Though McMurtry’s songs are not autobiographical, his usual first-person point of view imbues them with intimacy and authenticity. Songs like “Jackie” and the title track depict the struggles of two truckers, one female and one male, whose lives on the endless road embody both rugged hardship and independence. McMurtry says about his songwriting process, “It’s like fiction—I hear a couple lines and a melody in my head, and I try to envision the character who might have said that. If I can find a character, I can find a story and work backwards that way. I get the words and music together, and keep building on that melody.”
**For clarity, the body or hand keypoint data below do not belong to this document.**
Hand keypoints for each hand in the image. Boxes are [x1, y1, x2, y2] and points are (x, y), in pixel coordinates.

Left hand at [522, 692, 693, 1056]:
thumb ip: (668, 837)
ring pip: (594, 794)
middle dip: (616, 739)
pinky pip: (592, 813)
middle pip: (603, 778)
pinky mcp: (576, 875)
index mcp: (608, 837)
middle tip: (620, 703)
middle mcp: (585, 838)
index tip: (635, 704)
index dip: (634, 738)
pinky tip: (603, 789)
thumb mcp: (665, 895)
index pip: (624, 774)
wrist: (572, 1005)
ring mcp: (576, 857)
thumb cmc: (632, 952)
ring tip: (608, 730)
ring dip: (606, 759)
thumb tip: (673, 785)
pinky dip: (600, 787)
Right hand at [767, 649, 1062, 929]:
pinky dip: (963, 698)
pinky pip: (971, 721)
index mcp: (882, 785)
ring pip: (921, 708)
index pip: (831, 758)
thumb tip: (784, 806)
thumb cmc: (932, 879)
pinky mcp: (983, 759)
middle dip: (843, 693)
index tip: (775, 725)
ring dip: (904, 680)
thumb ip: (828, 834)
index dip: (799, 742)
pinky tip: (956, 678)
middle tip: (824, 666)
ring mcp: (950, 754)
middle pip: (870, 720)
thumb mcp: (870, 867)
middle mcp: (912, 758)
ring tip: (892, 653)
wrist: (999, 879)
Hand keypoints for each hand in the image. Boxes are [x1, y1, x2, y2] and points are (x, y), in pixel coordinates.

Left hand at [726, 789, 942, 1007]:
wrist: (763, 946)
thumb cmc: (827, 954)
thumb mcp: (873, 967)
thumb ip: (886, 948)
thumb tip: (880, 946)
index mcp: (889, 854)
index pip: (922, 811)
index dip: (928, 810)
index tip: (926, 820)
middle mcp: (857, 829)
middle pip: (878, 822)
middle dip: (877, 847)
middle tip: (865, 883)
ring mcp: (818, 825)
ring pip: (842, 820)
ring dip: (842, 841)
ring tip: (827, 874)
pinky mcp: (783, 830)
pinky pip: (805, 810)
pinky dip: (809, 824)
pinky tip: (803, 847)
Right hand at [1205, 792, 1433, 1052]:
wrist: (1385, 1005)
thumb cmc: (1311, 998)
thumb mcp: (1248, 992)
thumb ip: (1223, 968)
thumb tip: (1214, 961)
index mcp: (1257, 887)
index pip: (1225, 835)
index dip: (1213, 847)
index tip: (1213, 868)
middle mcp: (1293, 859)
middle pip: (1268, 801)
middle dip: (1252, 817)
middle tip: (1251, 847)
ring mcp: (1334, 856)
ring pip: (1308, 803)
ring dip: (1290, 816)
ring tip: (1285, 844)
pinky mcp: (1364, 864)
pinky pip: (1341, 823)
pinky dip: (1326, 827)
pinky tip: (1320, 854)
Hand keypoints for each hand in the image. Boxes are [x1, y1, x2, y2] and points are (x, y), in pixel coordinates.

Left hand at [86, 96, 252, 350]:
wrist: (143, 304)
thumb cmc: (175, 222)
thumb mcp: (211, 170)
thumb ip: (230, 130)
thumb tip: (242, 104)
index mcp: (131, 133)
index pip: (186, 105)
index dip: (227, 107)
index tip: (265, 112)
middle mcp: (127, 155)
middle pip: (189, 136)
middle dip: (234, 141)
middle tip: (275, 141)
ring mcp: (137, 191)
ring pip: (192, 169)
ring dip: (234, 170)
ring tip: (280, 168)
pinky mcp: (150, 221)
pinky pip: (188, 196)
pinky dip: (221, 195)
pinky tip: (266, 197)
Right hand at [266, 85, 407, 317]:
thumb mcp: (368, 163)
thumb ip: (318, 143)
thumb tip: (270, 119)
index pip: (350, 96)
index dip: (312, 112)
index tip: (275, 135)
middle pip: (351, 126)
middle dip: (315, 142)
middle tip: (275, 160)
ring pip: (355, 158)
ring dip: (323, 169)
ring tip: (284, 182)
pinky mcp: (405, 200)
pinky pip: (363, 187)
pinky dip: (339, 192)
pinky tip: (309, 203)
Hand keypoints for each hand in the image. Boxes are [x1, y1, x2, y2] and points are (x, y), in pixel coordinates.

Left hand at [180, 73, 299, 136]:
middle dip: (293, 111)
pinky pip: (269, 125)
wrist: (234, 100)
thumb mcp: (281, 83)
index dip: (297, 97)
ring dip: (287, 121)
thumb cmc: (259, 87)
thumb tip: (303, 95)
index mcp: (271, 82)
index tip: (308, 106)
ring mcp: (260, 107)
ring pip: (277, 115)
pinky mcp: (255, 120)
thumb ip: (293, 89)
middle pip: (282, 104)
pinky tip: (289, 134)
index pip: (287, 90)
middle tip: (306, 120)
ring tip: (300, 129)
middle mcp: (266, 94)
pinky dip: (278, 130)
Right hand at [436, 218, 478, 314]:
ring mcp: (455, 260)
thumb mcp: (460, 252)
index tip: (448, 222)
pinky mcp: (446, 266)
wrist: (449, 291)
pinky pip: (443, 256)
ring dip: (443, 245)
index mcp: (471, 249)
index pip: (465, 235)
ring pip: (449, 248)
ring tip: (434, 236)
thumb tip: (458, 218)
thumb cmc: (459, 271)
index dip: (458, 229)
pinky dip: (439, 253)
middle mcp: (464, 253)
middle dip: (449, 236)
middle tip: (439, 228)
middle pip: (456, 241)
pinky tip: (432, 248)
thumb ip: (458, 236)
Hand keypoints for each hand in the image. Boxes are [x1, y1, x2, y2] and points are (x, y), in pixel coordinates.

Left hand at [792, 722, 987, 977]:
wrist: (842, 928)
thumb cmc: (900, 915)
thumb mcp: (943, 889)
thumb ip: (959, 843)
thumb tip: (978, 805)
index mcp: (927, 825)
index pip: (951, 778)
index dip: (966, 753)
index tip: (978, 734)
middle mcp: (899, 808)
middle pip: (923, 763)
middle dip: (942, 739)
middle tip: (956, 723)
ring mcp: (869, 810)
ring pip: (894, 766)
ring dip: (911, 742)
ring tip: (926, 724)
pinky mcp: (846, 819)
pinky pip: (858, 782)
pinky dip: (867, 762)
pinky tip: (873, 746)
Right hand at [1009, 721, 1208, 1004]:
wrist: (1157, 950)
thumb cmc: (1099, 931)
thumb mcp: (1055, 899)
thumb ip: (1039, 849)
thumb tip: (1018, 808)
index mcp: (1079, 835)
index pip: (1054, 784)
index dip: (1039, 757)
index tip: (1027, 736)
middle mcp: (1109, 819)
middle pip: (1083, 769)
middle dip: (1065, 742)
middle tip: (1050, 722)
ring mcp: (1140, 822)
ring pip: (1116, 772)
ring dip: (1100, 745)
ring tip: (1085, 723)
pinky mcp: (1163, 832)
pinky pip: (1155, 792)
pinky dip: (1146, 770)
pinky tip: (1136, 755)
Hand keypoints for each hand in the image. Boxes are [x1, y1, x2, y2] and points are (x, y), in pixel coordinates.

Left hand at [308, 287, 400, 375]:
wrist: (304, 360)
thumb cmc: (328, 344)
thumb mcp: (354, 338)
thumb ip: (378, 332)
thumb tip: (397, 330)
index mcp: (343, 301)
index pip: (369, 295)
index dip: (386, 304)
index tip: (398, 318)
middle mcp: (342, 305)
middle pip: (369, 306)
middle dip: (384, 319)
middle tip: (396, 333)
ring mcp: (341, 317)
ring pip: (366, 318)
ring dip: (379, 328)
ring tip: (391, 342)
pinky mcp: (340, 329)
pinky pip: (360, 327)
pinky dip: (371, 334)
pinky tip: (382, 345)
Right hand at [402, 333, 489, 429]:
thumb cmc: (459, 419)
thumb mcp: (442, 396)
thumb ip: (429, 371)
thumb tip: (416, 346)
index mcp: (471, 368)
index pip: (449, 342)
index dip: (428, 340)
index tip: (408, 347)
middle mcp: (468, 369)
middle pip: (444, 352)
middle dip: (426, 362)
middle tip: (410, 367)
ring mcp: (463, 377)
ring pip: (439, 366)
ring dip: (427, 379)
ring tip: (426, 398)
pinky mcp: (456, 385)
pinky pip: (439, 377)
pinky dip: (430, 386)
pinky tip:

 On the churning rocker, “If It Don’t Bleed,” McMurtry takes aim at the politicization of religion with cynical, cold-eyed defiance. “Save your prayers for yourself/I don’t care if you don’t look like me/I can share my bread and wine,” he sings in the chorus. Religious hypocrisy cuts to the grain of McMurtry’s slow-burn anger. “I’ve never been religious,” he explained. “My father was an atheist. But most people seem religious, and it gets more and more bothersome as religious language invades common, spoken English. Down here most of the store clerks tell you to have a blessed day. It’s like a secret handshake. You have to respond with the right inflection or they’ll know you’re not one of them. Politicians have always tried to out-Christian one another. It was a big deal having a black President, but it would be a bigger deal having an atheist president.” 

The Horses and the Hounds expands the range of McMurtry’s song palette and sharpens his truthteller instincts. This contrary troubadour balances rural concerns with urban ones while covering both sides of the Mason-Dixon Line. With his gritty edge fully intact, James McMurtry continues to etch steely blue-collar portrayals with insightful understanding and dignity.